Records below:

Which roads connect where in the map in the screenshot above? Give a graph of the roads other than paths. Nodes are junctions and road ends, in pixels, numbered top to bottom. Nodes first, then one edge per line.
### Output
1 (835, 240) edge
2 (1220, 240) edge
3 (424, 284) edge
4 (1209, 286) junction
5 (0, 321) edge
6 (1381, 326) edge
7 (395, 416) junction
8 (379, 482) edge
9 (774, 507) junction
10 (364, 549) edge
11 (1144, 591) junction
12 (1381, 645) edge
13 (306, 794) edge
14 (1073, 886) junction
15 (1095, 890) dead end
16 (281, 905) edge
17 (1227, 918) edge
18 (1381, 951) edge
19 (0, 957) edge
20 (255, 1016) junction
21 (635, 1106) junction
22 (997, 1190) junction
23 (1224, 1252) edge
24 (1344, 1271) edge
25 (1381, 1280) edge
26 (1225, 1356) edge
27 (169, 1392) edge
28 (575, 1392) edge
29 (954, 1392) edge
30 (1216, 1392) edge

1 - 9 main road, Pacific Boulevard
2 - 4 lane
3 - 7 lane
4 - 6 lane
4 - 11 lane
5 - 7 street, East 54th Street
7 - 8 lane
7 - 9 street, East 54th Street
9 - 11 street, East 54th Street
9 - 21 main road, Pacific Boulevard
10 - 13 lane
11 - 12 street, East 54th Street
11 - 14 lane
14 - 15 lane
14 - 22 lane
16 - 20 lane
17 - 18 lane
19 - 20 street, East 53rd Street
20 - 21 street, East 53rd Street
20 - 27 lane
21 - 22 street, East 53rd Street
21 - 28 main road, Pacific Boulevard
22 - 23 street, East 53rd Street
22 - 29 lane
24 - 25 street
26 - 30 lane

End of Records.

Exercise prompt: The records above are to be set down again exactly as written.

Output:
Which roads connect where in the map in the screenshot above? Give a graph of the roads other than paths. Nodes are junctions and road ends, in pixels, numbered top to bottom. Nodes first, then one edge per line.
### Output
1 (835, 240) edge
2 (1220, 240) edge
3 (424, 284) edge
4 (1209, 286) junction
5 (0, 321) edge
6 (1381, 326) edge
7 (395, 416) junction
8 (379, 482) edge
9 (774, 507) junction
10 (364, 549) edge
11 (1144, 591) junction
12 (1381, 645) edge
13 (306, 794) edge
14 (1073, 886) junction
15 (1095, 890) dead end
16 (281, 905) edge
17 (1227, 918) edge
18 (1381, 951) edge
19 (0, 957) edge
20 (255, 1016) junction
21 (635, 1106) junction
22 (997, 1190) junction
23 (1224, 1252) edge
24 (1344, 1271) edge
25 (1381, 1280) edge
26 (1225, 1356) edge
27 (169, 1392) edge
28 (575, 1392) edge
29 (954, 1392) edge
30 (1216, 1392) edge

1 - 9 main road, Pacific Boulevard
2 - 4 lane
3 - 7 lane
4 - 6 lane
4 - 11 lane
5 - 7 street, East 54th Street
7 - 8 lane
7 - 9 street, East 54th Street
9 - 11 street, East 54th Street
9 - 21 main road, Pacific Boulevard
10 - 13 lane
11 - 12 street, East 54th Street
11 - 14 lane
14 - 15 lane
14 - 22 lane
16 - 20 lane
17 - 18 lane
19 - 20 street, East 53rd Street
20 - 21 street, East 53rd Street
20 - 27 lane
21 - 22 street, East 53rd Street
21 - 28 main road, Pacific Boulevard
22 - 23 street, East 53rd Street
22 - 29 lane
24 - 25 street
26 - 30 lane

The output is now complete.